‘Hosts would be asked to welcome patients recovering minor procedures, cook three microwave meals a day and offer conversation, according to CareRooms, in a scheme targeting people who do not have a family able to care for them.’
If the NHS is a body under assault from our rapidly expanding and ageing nation, then so-called ‘bedblocking’ is a fatal clot in already narrowed arteries. Up 40% since 2016 and 172% since 2010, some 70,000 patients were delayed discharge last year awaiting social care packages for their homes; 6,000 patients – by very conservative estimate – are currently stuck in critical care beds awaiting release, contributing to an estimated 8,000 deaths a year and some £8m in wasted funds as patients in need are denied beds and elective surgeries are cancelled. This January, the NHS took the unprecedented step of cancelling highly urgent and protected cancer surgeries.
The NHS may top the annual Commonwealth Health Fund ranking in 4 of 5 categories, but it ranks 10th on outcomes – meaning that for all its efficiency and access, the results of its care (particularly for sufferers of strokes, breast or bowel cancer) put us just above the much-reviled US system. As Alzheimer’s takes the lead as Britain’s top killer, our desperate lack of social care infrastructure will only push us further down this list, with devastating consequences for every patient dependent on the NHS’s fragile eco-system of care.
So what is being done? In the midst of many complex causes – most critically, the systemic lack of joined-up thinking at the highest levels that places the delivery of fragmented budgets and short-term agendas above connection to the increasingly desperate big picture – resolving bed blocking is a clear priority with enormous quick wins.
Nottinghamshire county hospital has been beating blocks using Nervecentre software to identify patient pinch-points in real-time, and social care ‘cluster’ teams who work closely with medical staff to assess need well ahead of release and move fast to provide interim care packages – costing some £50 a day instead of the £300-a-day hospital bed – ensuring smooth releases are achieved even in times of heavy traffic.

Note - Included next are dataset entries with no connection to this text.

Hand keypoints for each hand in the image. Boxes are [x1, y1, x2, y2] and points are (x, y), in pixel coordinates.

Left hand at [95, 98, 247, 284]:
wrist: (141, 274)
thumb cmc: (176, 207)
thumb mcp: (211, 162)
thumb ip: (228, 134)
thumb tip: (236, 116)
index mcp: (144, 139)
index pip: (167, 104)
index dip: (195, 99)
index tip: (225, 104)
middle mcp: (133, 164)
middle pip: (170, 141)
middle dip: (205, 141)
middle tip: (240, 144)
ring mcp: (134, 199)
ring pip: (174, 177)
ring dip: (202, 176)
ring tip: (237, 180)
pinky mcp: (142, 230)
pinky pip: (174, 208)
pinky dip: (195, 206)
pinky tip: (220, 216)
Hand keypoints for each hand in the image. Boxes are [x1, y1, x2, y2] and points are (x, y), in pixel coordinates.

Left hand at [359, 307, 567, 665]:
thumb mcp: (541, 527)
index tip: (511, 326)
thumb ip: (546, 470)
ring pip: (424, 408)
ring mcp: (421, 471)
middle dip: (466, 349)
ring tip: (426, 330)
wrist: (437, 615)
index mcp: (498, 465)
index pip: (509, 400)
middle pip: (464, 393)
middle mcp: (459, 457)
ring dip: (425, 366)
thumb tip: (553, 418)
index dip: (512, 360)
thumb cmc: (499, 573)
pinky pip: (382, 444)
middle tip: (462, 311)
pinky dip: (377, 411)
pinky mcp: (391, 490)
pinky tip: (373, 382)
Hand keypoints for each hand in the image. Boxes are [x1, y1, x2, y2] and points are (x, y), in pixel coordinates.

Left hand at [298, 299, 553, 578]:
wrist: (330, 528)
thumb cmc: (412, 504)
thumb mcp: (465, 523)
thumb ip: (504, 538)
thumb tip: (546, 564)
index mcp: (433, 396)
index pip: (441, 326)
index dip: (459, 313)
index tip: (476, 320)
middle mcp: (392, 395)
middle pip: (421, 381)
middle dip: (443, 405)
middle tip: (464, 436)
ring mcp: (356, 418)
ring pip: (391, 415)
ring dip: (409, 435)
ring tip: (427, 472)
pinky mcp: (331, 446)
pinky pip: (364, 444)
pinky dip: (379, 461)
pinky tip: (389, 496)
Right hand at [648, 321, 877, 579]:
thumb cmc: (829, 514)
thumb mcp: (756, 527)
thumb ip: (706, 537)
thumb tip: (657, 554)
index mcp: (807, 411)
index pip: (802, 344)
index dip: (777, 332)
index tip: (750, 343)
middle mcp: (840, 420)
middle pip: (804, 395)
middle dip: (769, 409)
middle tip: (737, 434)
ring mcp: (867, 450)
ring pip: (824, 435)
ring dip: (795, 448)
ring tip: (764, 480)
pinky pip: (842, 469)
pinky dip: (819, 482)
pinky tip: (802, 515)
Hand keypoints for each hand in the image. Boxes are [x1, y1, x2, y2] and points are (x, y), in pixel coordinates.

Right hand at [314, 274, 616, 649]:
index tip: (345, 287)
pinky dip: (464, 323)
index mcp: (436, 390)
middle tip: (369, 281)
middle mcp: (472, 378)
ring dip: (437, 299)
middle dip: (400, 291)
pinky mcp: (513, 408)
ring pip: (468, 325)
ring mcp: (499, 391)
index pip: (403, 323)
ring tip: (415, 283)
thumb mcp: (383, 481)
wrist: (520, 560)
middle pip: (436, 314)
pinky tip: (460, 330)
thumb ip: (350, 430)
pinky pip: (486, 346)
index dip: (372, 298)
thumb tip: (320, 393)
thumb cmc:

Other voices, like Dr Brian Campbell writing in The Spectator, propose the urgent opening of ‘low dependency hostels’ to free up beds.
But perhaps most interesting of all is Care Homes: the air b’n’b solution to ‘care in the community’ which offers recuperating patients a private room and hosts up to £1k a month. Developed through the enterprising Clinical Entrepreneur programme, the programme promises both to ease bedblocking and strengthen our desperately under-resourced social care infrastructure.
Warnings about quality safeguarding should be heeded and addressed – but the entrepreneurial spirit and systems-thinking approach of this trial is exactly what our NHS needs to get unblocked.